-- Exercise aim --
Only the lines of the data below from the one with "pinky pip: (215, 347)" through the one with "ring dip: (216, 303)" are wanted. Repeat them exactly.

Records drawn from a dataset:
++++

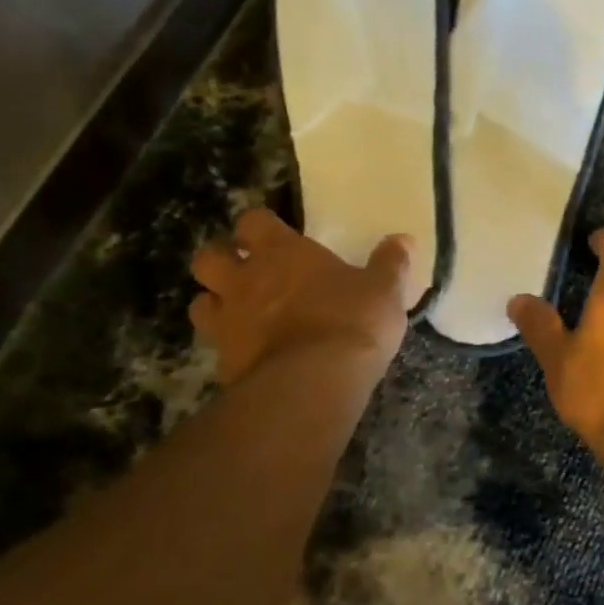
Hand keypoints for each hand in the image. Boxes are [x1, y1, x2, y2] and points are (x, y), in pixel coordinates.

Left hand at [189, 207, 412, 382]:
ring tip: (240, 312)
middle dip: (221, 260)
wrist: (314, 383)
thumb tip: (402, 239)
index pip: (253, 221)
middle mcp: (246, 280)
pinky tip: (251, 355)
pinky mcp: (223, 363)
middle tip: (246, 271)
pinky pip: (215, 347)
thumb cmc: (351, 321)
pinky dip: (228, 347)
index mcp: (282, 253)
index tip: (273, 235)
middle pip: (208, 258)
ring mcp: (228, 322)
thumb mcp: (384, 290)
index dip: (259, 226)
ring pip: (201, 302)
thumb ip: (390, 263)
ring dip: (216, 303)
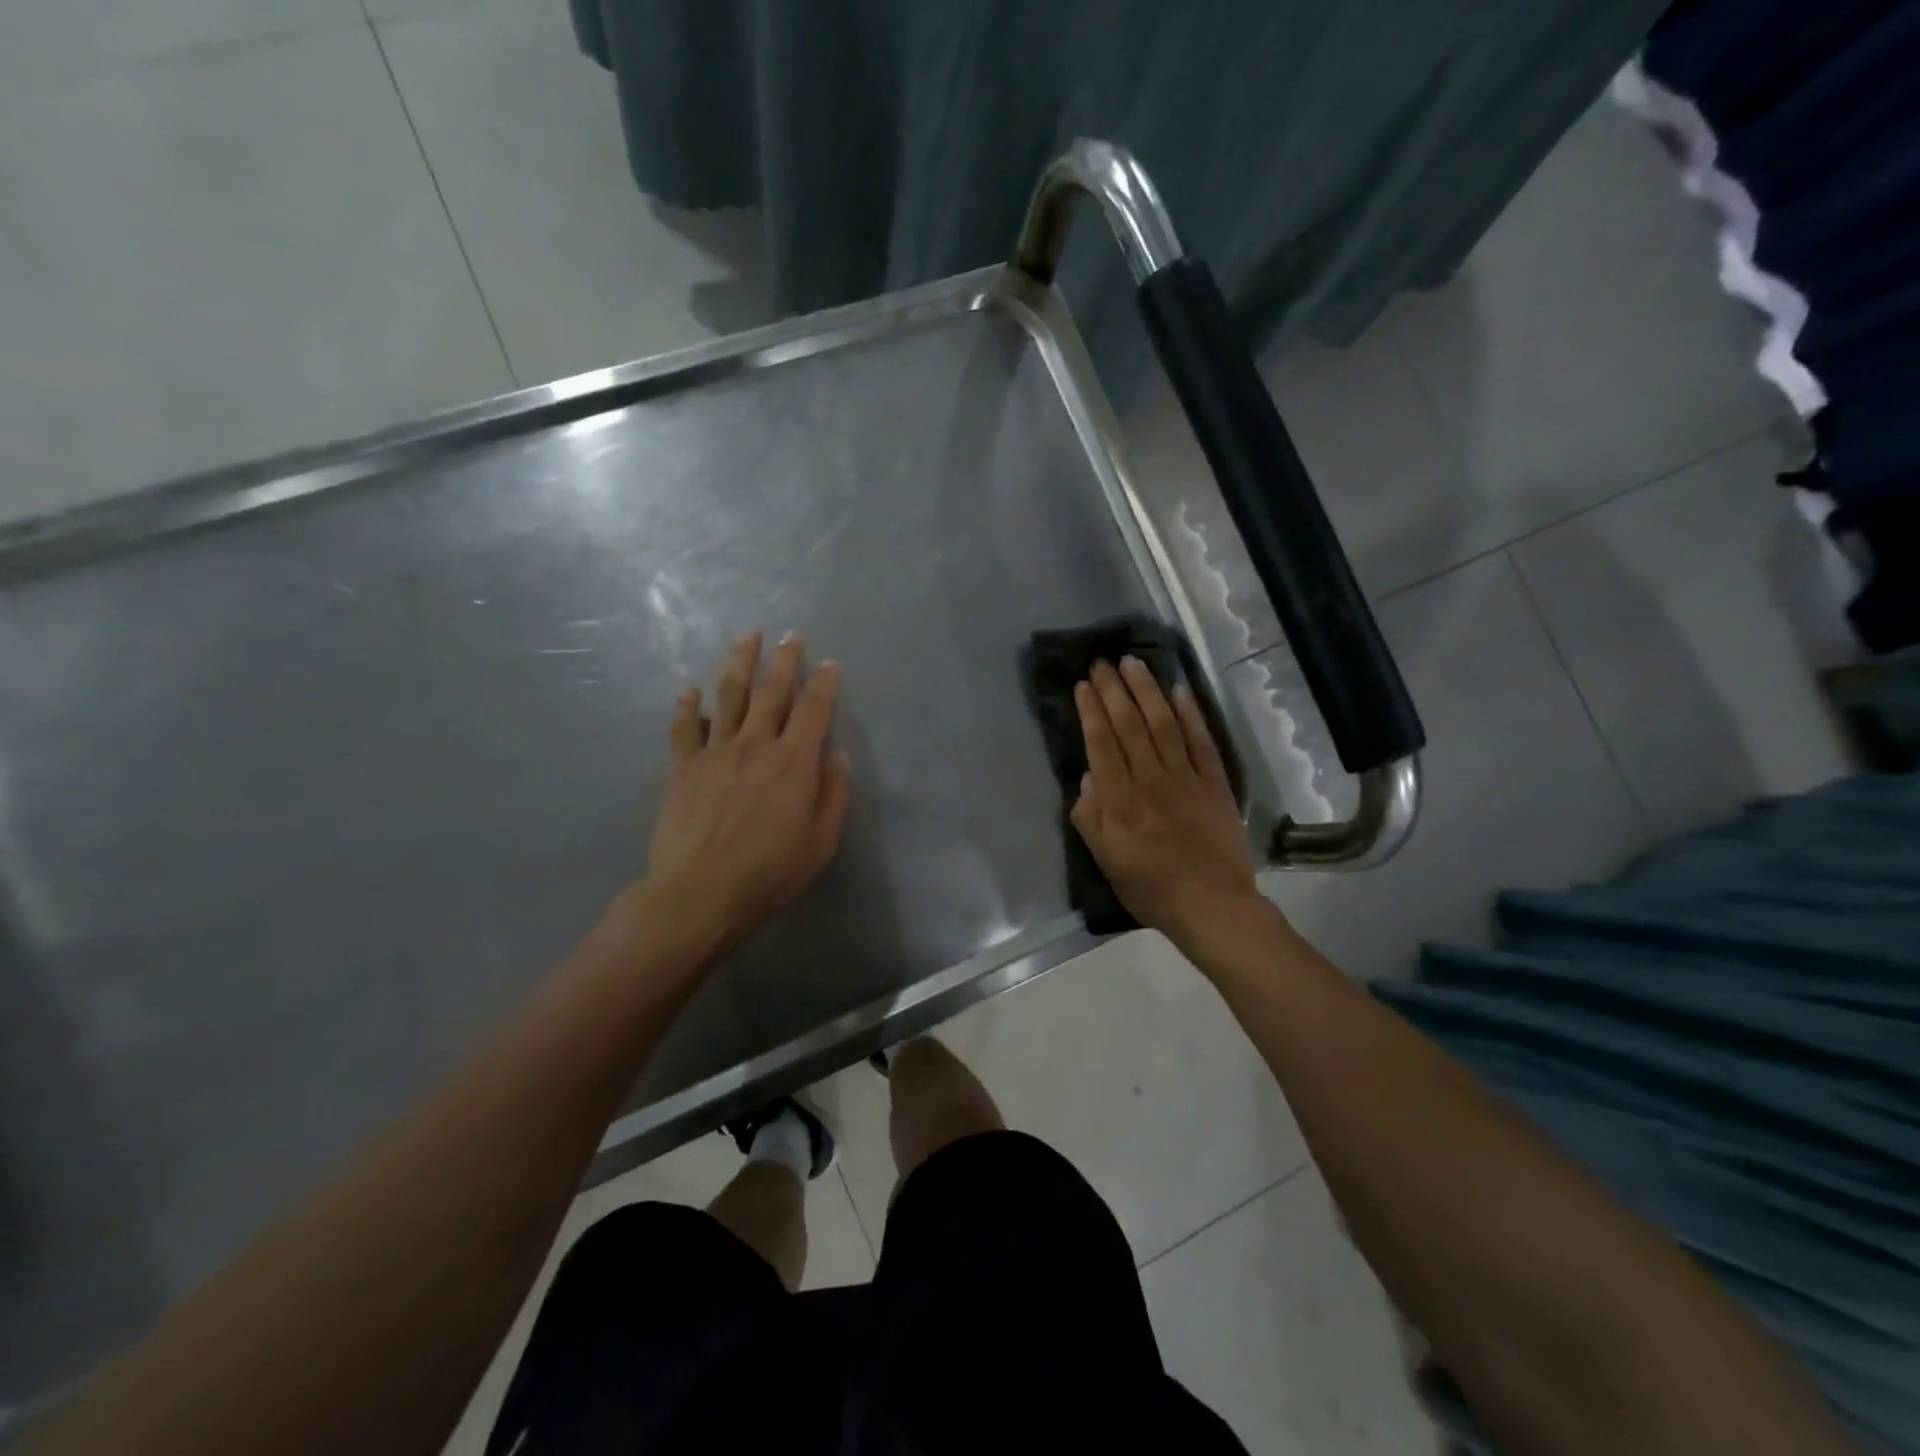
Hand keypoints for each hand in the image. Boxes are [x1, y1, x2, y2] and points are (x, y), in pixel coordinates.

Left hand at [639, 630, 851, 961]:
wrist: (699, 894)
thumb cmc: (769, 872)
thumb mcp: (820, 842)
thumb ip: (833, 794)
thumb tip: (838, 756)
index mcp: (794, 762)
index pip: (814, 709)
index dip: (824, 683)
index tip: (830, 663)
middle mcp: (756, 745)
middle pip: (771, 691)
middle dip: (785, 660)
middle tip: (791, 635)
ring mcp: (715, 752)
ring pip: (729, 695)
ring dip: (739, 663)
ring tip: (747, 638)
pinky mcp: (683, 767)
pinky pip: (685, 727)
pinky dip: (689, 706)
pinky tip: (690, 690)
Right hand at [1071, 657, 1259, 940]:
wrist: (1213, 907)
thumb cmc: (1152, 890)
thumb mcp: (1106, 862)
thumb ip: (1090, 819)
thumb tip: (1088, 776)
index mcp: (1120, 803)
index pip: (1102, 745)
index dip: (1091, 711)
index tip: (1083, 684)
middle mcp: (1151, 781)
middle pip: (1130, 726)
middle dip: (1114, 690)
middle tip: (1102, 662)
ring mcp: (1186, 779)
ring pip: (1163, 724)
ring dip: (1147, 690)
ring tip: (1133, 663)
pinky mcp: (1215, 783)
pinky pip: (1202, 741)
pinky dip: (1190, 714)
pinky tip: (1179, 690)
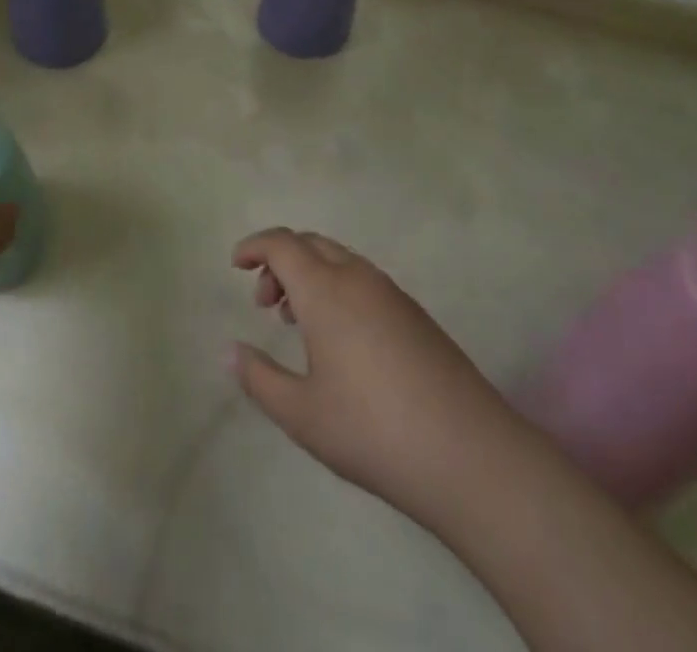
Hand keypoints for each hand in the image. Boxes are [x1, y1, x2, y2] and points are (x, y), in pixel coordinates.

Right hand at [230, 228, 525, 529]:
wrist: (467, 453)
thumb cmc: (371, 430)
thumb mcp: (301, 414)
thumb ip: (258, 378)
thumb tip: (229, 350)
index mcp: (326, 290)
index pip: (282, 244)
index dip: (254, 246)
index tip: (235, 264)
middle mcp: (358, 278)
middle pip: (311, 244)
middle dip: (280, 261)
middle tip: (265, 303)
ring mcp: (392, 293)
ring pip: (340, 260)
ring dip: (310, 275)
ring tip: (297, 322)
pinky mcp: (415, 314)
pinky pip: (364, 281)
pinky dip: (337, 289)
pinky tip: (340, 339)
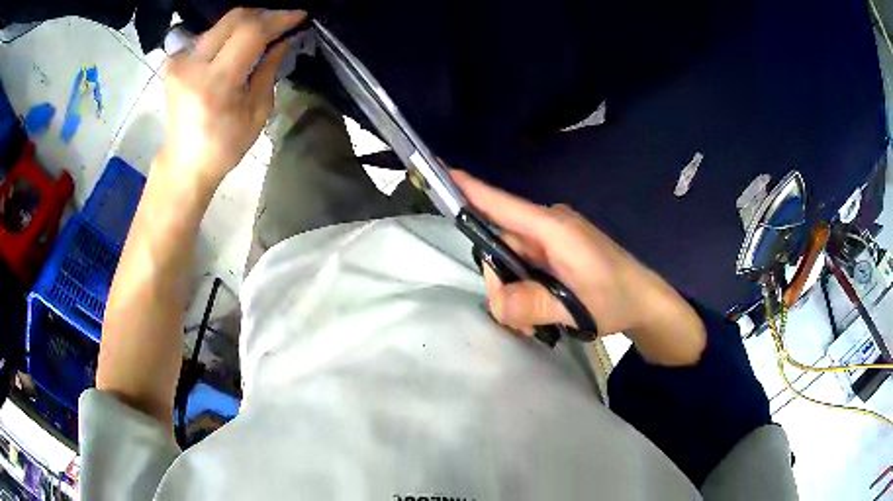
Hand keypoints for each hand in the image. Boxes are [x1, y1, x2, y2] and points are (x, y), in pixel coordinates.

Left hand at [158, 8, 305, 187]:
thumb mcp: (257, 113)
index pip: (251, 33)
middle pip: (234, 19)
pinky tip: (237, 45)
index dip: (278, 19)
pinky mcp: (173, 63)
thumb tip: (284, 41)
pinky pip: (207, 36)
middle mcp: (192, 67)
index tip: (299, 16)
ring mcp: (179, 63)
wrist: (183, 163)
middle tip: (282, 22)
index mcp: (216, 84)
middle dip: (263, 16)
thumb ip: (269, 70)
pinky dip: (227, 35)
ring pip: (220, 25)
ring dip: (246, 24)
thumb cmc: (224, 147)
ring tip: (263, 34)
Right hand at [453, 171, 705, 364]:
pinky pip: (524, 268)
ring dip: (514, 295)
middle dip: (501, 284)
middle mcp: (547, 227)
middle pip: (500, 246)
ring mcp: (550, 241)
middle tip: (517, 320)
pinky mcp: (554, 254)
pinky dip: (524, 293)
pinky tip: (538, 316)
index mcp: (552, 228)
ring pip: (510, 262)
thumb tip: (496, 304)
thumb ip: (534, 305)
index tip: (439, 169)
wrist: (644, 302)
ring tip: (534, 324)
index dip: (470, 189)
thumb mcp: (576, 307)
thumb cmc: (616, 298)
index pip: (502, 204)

++++

-- Output below --
pinky pip: (215, 347)
thumb cmc: (351, 321)
pinky dip: (228, 347)
index mcp: (282, 253)
index tip: (273, 235)
middle pip: (208, 258)
ring mcp: (228, 322)
thumb mcp: (384, 290)
index dip: (259, 226)
ring pip: (201, 302)
thumb ip: (390, 263)
ring dip: (216, 303)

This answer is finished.